A 1981 British publication by Dr. Neil Orr reported on a trial in patients in a 40-bed surgical ward that focused on cholecystectomies, gastrectomies, thyroidectomies, bowel resections, prostatectomies, herniorrhaphies as well as cystoscopies, bronchoscopies, and gastroscopies. The analysis looked at throughput, wounds, and infection rates during a 6-month period (March-August) each year from 1976 to 1980. Remarkably it was concluded that the effectiveness of a mask in reducing contamination varied with the mask’s shape, the materials of which the masks were made, and the way the masks were worn.
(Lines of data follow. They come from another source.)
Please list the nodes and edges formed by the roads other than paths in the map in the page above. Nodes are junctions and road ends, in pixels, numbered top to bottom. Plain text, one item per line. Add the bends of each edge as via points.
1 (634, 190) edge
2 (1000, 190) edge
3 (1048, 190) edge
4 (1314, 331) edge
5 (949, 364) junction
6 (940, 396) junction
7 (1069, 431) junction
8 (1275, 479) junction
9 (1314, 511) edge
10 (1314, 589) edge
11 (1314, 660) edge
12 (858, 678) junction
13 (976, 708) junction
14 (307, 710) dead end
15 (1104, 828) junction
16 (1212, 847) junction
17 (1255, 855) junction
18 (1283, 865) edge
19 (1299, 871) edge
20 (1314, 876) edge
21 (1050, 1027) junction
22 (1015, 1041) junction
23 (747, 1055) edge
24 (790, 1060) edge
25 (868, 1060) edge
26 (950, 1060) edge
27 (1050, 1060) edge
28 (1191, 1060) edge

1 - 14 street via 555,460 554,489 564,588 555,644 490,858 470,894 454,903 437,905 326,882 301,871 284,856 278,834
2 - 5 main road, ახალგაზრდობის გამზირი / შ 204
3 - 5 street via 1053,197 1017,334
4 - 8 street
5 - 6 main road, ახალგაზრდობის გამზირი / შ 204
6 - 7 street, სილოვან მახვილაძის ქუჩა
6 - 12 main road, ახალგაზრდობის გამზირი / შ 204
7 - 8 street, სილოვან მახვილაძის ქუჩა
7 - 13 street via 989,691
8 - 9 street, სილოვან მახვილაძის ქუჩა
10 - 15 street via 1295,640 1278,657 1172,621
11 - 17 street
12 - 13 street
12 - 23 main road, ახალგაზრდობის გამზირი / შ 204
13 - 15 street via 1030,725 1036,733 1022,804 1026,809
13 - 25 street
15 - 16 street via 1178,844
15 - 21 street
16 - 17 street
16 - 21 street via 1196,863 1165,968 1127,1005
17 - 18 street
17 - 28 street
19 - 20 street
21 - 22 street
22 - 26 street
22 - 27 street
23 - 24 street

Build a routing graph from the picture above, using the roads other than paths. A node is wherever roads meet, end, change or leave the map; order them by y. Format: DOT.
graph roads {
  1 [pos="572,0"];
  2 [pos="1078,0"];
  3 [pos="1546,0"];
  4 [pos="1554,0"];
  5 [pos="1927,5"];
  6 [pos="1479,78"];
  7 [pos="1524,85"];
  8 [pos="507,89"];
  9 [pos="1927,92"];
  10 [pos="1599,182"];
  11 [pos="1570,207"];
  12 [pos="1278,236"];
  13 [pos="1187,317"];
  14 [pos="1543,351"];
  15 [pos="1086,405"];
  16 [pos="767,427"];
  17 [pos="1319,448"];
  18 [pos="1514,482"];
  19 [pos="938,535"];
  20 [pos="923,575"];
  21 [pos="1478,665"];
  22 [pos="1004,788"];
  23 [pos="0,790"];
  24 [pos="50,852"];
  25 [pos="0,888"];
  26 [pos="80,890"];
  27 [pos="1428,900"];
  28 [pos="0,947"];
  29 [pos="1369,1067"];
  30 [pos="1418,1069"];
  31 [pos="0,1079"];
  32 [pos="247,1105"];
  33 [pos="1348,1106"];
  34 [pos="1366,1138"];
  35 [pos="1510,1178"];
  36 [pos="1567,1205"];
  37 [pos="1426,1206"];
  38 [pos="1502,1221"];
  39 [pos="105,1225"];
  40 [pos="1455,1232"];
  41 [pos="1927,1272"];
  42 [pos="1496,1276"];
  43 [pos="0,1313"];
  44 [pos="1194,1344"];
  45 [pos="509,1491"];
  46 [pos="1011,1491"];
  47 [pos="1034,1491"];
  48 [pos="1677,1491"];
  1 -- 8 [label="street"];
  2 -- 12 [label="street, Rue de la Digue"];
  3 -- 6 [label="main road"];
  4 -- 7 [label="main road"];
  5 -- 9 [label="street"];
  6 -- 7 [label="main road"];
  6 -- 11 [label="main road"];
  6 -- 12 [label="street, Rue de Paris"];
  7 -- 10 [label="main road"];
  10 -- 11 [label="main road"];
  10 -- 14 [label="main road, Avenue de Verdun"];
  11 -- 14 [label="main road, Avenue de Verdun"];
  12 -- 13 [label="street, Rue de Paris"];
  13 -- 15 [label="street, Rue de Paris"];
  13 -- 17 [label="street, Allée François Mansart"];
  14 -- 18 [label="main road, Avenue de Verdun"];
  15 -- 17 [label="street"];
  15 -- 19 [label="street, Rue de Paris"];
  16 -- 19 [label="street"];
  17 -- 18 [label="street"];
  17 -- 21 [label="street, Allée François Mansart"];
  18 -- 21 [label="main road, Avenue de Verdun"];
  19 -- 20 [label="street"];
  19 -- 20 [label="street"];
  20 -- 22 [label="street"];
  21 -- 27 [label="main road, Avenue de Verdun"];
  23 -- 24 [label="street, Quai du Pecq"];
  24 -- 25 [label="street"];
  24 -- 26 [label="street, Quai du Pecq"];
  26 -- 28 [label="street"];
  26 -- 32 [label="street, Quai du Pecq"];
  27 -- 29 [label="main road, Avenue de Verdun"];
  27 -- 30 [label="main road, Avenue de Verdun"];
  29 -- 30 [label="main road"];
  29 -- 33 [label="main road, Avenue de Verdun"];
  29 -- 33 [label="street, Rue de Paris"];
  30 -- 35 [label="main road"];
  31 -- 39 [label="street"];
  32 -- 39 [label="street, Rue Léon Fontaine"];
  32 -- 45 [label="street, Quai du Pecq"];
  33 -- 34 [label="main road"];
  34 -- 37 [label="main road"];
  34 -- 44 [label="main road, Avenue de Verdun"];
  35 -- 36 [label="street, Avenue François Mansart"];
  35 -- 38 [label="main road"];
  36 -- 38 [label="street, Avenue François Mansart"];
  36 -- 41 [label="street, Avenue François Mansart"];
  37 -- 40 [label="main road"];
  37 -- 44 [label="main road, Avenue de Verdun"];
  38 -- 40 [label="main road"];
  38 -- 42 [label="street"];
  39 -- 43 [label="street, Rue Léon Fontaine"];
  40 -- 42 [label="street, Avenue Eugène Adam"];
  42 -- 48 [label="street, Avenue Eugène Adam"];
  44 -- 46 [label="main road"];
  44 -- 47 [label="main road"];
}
Importantly, it was shown that wearing a mask did not reduce incidents of contamination in the theatre. In fact, results suggested the opposite in that wearing no mask correlated with the greatest reductions in contamination (also associated with performing the operations under conditions of silence… no speaking by the staff during any of the procedures).
A publication in Annals of Internal Medicine by Bae et al. “Effectiveness of Surgical and Cotton Masks in Blocking SARS-CoV-2” was retracted on a request by the ACP journal. We are thus unable to comment on the findings.
Based on the foregoing evidence cited above, we find no conclusive evidence to support the use of masks for Covid-19 (except N-95 type masks in a hospital setting and when appropriately fitted and utilized). In fact, masking appears to carry substantial risks to the user. And we reiterate that our conclusions are not based on the absence of evidence for ineffectiveness alone, but actual evidence of ineffectiveness.
And we reiterate that our conclusions are not based on the absence of evidence for ineffectiveness alone, but actual evidenceof ineffectiveness.
Possibly the one study that could only be construed as pseudo-science, is based on a recent MMWR by the CDC on the use of double masks, this even after Dr. Anthony Fauci backtracked and said there is no evidence that this is effective. This is why this study was left for last in our review. Along comes the CDC with a study on maximizing fit for cloth and medical procedure masks by placing a cloth mask over a surgical mask and knotting the ear loops of a medical procedure mask and then tucking in and flattening the extra material close to the face. A pliable elastomeric head form was used to simulate a person under various conditions e.g. coughing etc. CDC reported that “the unknotted medical procedure mask alone blocked 42.0% of the particles from a simulated cough (standard deviation [SD] = 6.70), and the cloth mask alone blocked 44.3% (SD = 14.0). The combination of the cloth mask covering the medical procedure mask (double mask) blocked 92.5% of the cough particles (SD = 1.9)”.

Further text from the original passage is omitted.